Task material section start
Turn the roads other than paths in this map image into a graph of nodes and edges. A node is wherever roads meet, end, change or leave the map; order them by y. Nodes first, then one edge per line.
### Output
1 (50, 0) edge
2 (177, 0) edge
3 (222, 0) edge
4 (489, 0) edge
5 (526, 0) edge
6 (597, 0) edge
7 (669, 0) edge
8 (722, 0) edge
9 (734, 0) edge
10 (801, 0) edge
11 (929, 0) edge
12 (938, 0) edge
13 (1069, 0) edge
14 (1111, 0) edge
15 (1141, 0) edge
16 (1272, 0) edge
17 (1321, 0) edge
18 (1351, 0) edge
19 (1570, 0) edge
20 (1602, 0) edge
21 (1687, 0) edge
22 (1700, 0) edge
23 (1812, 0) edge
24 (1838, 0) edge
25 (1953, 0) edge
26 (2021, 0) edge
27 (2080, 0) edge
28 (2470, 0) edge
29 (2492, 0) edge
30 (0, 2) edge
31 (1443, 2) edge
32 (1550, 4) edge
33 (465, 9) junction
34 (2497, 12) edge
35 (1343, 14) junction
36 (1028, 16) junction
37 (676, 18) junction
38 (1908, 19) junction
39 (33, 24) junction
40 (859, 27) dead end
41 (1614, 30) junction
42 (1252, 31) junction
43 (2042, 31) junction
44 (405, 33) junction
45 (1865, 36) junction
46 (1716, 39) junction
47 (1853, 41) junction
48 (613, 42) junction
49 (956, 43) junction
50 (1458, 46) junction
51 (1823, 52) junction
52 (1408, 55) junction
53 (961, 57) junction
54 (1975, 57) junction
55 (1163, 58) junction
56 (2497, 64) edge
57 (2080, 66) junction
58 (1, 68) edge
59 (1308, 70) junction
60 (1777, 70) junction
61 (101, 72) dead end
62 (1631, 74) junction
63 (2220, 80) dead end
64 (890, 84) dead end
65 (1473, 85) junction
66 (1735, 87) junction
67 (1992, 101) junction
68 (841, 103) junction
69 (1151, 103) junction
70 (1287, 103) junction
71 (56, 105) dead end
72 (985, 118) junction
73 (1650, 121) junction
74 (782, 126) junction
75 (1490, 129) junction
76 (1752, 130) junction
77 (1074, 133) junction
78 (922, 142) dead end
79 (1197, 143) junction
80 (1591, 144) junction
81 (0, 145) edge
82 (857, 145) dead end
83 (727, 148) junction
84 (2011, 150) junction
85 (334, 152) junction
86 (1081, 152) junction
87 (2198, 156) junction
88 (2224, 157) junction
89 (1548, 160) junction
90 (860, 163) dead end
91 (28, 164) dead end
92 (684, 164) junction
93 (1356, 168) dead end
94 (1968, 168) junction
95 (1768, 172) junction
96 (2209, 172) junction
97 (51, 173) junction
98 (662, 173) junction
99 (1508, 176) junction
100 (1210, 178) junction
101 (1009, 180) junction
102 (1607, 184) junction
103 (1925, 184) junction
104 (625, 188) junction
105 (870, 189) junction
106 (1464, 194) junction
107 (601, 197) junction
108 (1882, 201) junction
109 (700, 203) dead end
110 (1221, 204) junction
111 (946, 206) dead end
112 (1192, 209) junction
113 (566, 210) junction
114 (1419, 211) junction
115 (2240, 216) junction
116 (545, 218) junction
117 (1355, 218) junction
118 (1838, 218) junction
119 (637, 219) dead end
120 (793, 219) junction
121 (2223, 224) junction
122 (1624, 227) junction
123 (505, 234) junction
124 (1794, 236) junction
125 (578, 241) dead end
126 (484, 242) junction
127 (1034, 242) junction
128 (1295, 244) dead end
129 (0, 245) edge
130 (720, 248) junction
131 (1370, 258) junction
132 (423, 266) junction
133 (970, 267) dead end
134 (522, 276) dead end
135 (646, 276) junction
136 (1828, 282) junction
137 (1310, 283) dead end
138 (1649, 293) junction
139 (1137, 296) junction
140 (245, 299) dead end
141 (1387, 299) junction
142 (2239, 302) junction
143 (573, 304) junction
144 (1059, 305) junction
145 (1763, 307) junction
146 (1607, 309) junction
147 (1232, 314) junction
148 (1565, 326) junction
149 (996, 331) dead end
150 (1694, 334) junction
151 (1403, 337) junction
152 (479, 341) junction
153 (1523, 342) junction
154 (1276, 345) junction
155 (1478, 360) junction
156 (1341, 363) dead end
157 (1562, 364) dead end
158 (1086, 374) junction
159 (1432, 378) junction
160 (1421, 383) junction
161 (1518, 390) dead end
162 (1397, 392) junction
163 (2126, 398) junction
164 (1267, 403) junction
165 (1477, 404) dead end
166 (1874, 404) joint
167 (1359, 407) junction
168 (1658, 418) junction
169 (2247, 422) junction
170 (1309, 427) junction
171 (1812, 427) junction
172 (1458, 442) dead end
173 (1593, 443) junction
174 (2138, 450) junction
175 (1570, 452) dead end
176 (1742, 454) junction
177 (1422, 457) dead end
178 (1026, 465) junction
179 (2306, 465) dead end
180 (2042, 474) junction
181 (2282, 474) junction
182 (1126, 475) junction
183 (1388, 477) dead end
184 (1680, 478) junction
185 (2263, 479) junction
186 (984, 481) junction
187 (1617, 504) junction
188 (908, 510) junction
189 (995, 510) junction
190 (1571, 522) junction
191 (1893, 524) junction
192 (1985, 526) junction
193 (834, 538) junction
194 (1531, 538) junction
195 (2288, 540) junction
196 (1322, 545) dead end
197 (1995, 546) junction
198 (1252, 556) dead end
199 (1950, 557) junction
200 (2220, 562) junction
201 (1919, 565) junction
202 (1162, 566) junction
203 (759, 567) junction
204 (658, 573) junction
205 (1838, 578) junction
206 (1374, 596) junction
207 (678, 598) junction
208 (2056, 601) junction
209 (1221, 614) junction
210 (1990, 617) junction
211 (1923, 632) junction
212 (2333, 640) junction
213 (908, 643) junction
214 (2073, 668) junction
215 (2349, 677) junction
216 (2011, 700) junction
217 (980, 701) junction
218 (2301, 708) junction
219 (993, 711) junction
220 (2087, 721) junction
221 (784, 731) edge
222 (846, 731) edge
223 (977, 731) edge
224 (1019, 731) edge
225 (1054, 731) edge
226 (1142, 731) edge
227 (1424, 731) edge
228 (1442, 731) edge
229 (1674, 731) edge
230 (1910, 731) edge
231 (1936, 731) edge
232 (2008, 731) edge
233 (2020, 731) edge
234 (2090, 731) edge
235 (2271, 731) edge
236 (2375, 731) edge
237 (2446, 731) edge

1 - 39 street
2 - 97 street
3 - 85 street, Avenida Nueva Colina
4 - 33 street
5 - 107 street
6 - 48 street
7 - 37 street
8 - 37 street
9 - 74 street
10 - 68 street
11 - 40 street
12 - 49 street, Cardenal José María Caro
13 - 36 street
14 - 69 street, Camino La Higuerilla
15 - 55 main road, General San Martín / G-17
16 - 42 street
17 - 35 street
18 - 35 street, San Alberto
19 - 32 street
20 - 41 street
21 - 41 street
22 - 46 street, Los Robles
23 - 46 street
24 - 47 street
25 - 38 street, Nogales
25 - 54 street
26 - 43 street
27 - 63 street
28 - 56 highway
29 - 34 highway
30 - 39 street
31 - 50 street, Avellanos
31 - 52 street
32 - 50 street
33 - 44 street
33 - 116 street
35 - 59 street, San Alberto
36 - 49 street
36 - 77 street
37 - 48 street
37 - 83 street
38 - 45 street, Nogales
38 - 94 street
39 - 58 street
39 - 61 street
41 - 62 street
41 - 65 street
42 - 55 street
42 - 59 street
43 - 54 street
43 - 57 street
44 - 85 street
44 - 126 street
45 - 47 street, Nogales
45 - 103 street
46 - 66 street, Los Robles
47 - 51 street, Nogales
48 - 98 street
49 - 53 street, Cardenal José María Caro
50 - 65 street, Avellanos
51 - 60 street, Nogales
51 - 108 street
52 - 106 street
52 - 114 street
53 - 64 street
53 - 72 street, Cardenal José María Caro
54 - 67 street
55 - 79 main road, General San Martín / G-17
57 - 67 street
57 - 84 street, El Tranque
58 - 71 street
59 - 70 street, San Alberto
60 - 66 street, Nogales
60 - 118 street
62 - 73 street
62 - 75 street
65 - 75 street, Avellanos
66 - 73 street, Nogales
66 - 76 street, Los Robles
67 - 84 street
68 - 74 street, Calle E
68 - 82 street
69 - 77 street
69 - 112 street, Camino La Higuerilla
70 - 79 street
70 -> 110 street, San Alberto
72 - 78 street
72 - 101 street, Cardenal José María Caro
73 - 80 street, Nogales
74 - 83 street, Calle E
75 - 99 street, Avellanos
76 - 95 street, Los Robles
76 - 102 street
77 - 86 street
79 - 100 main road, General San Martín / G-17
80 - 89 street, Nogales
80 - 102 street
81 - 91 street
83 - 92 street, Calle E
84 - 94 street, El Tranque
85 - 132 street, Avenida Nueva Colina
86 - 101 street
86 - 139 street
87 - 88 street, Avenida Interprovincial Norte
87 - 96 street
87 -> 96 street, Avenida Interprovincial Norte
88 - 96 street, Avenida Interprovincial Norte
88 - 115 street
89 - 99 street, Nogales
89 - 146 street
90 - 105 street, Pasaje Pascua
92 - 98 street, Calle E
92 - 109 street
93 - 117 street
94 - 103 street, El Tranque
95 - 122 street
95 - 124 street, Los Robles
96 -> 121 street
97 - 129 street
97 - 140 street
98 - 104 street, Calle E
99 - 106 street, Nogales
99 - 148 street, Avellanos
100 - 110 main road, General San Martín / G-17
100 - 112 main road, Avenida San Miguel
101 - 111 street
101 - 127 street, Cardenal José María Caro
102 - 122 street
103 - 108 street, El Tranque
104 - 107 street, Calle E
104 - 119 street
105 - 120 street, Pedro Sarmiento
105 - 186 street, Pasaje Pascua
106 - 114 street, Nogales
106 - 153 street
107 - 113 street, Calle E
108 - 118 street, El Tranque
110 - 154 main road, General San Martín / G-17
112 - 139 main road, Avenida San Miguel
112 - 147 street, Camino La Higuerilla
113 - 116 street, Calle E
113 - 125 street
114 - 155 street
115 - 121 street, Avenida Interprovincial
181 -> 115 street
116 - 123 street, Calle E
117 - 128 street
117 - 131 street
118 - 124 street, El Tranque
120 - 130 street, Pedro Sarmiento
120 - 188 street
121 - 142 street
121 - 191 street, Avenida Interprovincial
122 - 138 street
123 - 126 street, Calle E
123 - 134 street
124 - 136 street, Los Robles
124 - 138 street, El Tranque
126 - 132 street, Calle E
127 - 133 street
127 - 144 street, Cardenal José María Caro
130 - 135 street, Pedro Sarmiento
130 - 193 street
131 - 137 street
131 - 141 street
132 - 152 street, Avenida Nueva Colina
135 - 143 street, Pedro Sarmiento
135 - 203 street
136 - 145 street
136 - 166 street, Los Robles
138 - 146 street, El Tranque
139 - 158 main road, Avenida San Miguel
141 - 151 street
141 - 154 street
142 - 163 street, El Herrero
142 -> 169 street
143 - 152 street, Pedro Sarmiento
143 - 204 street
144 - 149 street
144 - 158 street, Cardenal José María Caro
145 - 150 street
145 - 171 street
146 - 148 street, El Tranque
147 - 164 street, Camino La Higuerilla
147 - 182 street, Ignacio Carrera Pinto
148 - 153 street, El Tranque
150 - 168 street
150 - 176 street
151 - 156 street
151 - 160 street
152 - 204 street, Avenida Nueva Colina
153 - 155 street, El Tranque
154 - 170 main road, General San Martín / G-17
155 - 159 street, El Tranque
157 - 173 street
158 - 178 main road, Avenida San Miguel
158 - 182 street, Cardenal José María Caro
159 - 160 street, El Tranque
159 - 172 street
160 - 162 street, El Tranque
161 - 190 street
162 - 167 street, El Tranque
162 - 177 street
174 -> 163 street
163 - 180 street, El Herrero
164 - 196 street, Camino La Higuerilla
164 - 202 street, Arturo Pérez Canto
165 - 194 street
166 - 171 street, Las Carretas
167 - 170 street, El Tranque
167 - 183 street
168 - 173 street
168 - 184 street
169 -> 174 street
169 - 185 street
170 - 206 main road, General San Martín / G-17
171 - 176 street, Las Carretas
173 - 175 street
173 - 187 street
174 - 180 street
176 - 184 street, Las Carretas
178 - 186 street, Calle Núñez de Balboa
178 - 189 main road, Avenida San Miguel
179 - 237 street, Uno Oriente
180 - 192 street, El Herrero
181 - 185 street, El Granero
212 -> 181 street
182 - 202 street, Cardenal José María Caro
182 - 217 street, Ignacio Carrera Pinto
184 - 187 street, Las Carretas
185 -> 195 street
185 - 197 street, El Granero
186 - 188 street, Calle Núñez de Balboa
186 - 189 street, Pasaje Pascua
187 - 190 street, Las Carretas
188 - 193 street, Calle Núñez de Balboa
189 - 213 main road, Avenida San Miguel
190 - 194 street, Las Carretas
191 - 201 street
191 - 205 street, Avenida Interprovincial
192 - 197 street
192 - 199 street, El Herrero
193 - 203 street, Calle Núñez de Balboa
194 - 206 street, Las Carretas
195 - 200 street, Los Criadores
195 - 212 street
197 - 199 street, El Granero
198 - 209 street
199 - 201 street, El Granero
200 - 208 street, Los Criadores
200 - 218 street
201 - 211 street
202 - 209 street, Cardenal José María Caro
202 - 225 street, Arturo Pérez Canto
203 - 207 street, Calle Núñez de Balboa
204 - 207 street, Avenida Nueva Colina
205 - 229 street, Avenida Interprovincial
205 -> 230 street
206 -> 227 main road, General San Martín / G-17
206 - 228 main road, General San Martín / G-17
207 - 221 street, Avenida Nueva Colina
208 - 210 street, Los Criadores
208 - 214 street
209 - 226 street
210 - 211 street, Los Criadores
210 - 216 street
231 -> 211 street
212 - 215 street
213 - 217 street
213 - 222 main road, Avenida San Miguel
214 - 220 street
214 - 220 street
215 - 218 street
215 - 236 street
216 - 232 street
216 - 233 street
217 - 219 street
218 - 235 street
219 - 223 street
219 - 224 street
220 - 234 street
Task material section end
-- Exercise description --
Check each line above for "Martín" and please state only how many have it.

-- The answer --
9